Table 1. Descriptive analysis of the chemical composition of the ingredients.
|Nutrient||Cereals||Soya meal||Rapeseed cake||Wheat bran|
|Crude protein||Mean||7.5 - 11.3||46.2||34.5||14.6|
|%||CV %||2.7 - 8.2||2.5||2.5||4.6|
|Crude fibre||Mean||2.0 - 3.7||4.7||12.4||8.9|
|%||CV %||3.4 - 10.8||13.0||3.7||8.7|
|Met. Energy||Mean||3070 - 3370||3160||2600||2510|
|kcal||CV %||0.9 - 1.3||1.3||2.1||6.0|
|Lysine||Mean||0.22 - 0.37||2.83||1.92||0.59|
|%||CV %||2.7 - 3.8||2.14||2.45||4.26|
The Non-adjusted-Feed situation showed a difference of 2.5 additional kg of feed consumption per pig compared to the Adjusted-Feed situation, which, at a price of € 270 per tonne, would represent a difference of € 0.67 per pig.
Figure 1. Average daily consumption (ADC) of feed in two different situations: feed composition that conforms to specifications (Adjusted-Feed) and feed composition sensitive to changes due to variable ingredients without monitorization (Non-adjusted-Feed).
Along this line, a fixed continued error, such as a wrong dosage or a severe mismatch between formulation matrices and energy content of the main ingredients, would increase the risk of drastic changes in consumption. For example, an average error of only 2.2 % (70 kcal / kg) during the fattening period studied, would mean an increase in consumption of up to 5 kg extra per pig.
The study of the possible effect on lean tissue production considering the variability of the consumed lysine (lys SID / d) and generating the same comparative system between Adjusted-Feed and Non-adjusted-Feed based on protein deposition (g PD / d), shows that deposition matches the expected when the lysine content of the diet corresponds to the content determined theoretically in the formulation (0.9 % lysine), and that it greatly decreases in the sub-optimal batches (Figure 2.) The pigs fed the Non-adjusted-Feed would end up with 557 g of protein deposition below the pigs fed the Adjusted-Feed for the same fattening period (30 to 105 kg), this would equal a net lean tissue growth between 1,500 and 2,060 g (depending on sex and genetics). In addition, the impact on weight gain, although difficult to predict, would be higher due to the mismatch in the ideal essential amino acids / lysine ratio and the lysine / energy ratio, which would affect total weight gain and not just lean tissue gain.
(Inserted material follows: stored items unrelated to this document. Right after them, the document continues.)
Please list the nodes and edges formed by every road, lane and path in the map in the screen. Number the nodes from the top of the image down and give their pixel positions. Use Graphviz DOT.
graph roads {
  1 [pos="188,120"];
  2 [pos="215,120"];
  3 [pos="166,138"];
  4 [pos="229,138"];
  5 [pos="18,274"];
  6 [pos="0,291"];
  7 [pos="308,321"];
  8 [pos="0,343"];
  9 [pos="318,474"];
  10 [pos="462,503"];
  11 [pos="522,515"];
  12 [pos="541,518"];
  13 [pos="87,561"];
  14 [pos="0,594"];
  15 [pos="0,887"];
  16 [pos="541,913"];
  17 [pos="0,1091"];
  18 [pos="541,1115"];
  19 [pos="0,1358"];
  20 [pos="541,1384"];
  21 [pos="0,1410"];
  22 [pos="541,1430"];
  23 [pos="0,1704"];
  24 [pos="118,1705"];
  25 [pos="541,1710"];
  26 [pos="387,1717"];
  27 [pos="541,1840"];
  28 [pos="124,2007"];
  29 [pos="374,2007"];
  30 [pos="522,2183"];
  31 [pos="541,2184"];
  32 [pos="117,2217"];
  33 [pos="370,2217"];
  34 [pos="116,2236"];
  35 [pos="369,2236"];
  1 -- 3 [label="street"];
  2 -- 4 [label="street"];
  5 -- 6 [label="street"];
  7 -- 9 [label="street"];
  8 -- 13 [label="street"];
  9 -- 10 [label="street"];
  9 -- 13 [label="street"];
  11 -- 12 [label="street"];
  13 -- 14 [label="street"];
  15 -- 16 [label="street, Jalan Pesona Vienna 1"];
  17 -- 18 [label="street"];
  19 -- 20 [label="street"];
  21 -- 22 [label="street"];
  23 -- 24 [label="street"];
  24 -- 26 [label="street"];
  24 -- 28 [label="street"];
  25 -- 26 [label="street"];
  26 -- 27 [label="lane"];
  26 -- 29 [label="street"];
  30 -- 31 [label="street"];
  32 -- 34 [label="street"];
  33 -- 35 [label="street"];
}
Figure 2. Protein deposition (PD) in two different situations: feed composition that conforms to specifications (Adjusted-Feed) and feed composition sensitive to changes due to variable ingredients without monitorization (Non-adjusted-Feed).
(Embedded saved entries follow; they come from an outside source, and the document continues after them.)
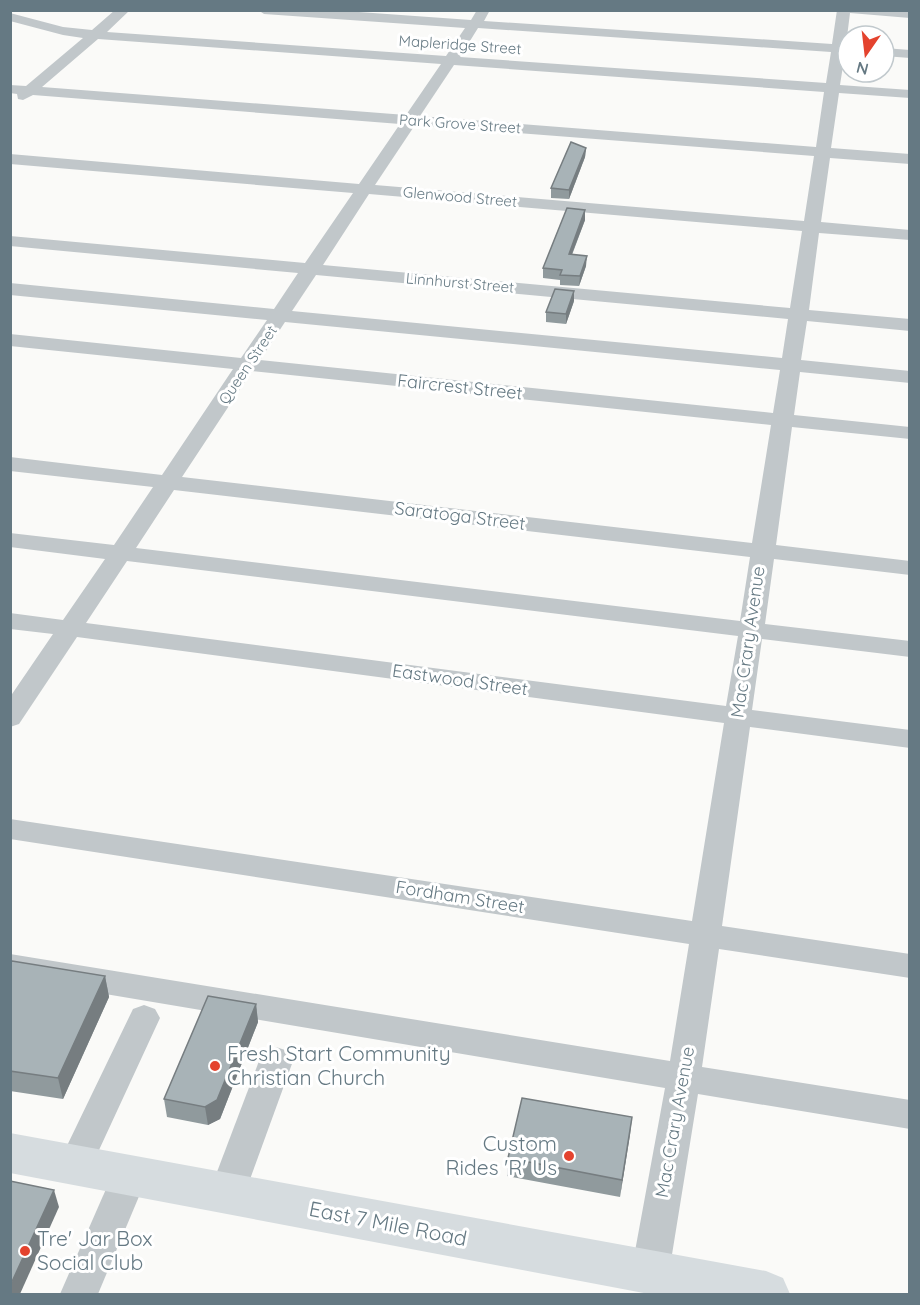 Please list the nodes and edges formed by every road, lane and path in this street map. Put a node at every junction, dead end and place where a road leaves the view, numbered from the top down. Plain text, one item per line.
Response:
1 (124, 10) edge
2 (264, 10) edge
3 (855, 10) edge
4 (909, 14) edge
5 (10, 17) edge
6 (479, 17) edge
7 (95, 35) junction
8 (836, 48) edge
9 (451, 61) junction
10 (836, 76) edge
11 (833, 88) junction
12 (10, 89) edge
13 (29, 91) junction
14 (909, 94) edge
15 (10, 106) edge
16 (411, 120) junction
17 (823, 152) junction
18 (10, 159) edge
19 (909, 159) edge
20 (365, 189) junction
21 (811, 227) junction
22 (909, 235) edge
23 (10, 241) edge
24 (312, 269) junction
25 (10, 289) edge
26 (798, 314) junction
27 (280, 316) junction
28 (909, 325) edge
29 (10, 340) edge
30 (248, 365) junction
31 (790, 366) junction
32 (909, 377) edge
33 (782, 420) junction
34 (909, 433) edge
35 (10, 464) edge
36 (169, 482) junction
37 (10, 540) edge
38 (762, 550) junction
39 (121, 554) junction
40 (909, 568) edge
41 (10, 621) edge
42 (70, 629) junction
43 (750, 630) junction
44 (909, 649) edge
45 (737, 717) junction
46 (10, 718) edge
47 (909, 740) edge
48 (10, 829) edge
49 (705, 934) junction
50 (10, 966) edge
51 (909, 966) edge
52 (144, 1018) dead end
53 (276, 1061) dead end
54 (684, 1078) junction
55 (909, 1115) edge
56 (10, 1153) edge
57 (75, 1165) junction
58 (130, 1175) junction
59 (226, 1193) junction
60 (650, 1273) junction
61 (79, 1294) edge
62 (766, 1294) edge

1 - 7 street
2 - 6 street
3 - 4 street
5 - 7 street, Mapleridge Street
6 - 8 street
6 - 9 street, Queen Street
7 - 9 street, Mapleridge Street
7 - 13 street
9 - 11 street, Mapleridge Street
9 - 16 street, Queen Street
10 - 11 street, Mac Crary Avenue
11 - 14 street, Mapleridge Street
11 - 17 street, Mac Crary Avenue
12 - 13 street, Park Grove Street
13 - 15 street
13 - 16 street, Park Grove Street
16 - 17 street, Park Grove Street
16 - 20 street, Queen Street
17 - 19 street, Park Grove Street
17 - 21 street, Mac Crary Avenue
18 - 20 street, Glenwood Street
20 - 21 street, Glenwood Street
20 - 24 street, Queen Street
21 - 22 street, Glenwood Street
21 - 26 street, Mac Crary Avenue
23 - 24 street, Linnhurst Street
24 - 26 street, Linnhurst Street
24 - 27 street, Queen Street
25 - 27 street
26 - 28 street, Linnhurst Street
26 - 31 street, Mac Crary Avenue
27 - 30 street, Queen Street
27 - 31 street
29 - 30 street, Faircrest Street
30 - 33 street, Faircrest Street
30 - 36 street, Queen Street
31 - 32 street
31 - 33 street, Mac Crary Avenue
33 - 34 street, Faircrest Street
33 - 38 street, Mac Crary Avenue
35 - 36 street, Saratoga Street
36 - 38 street, Saratoga Street
36 - 39 street, Queen Street
37 - 39 street
38 - 40 street, Saratoga Street
38 - 43 street, Mac Crary Avenue
39 - 42 street, Queen Street
39 - 43 street
41 - 42 street, Eastwood Street
42 - 45 street, Eastwood Street
42 - 46 street, Queen Street
43 - 44 street
43 - 45 street, Mac Crary Avenue
45 - 47 street, Eastwood Street
45 - 49 street, Mac Crary Avenue
48 - 49 street, Fordham Street
49 - 51 street, Fordham Street
49 - 54 street, Mac Crary Avenue
50 - 54 street
52 - 57 street
53 - 59 street
54 - 55 street
54 - 60 street, Mac Crary Avenue
56 - 57 main road, East 7 Mile Road
57 - 58 main road, East 7 Mile Road
58 - 59 main road, East 7 Mile Road
58 - 61 street
59 - 60 main road, East 7 Mile Road
60 - 62 main road, East 7 Mile Road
Another different situation, also generated by the variability of raw materials, would be an excess of nutrients, which would involve a cost due to the waste of lysine, in addition to the energy cost involved in the removal of excess ammonia in the form of urine urea. Something similar could happen with crude protein, since it proved to be very variable (especially for cereals). Therefore, it would be interesting to know the odds of producing feed above or under different critical levels of energy and nutrients in order to assess the overall impact of nutritional variability generated by raw materials on the production costs of feed and on the animals' performance.
Strategies that integrate the NIRS technology are of great value for improving the efficiency of feed production and, in turn, they have a positive impact on animal production, since variability of ingredients is not sufficiently considered in a majority proportion of the sector and the feed produced. The integration of NIRS technology in a tree-based decision system that allows to discriminate how the ingredients with critical levels of energy and/or certain nutrients combine with one another in the diet, will help minimize the negative or sub-optimal effects of feed composition at farm level in real time.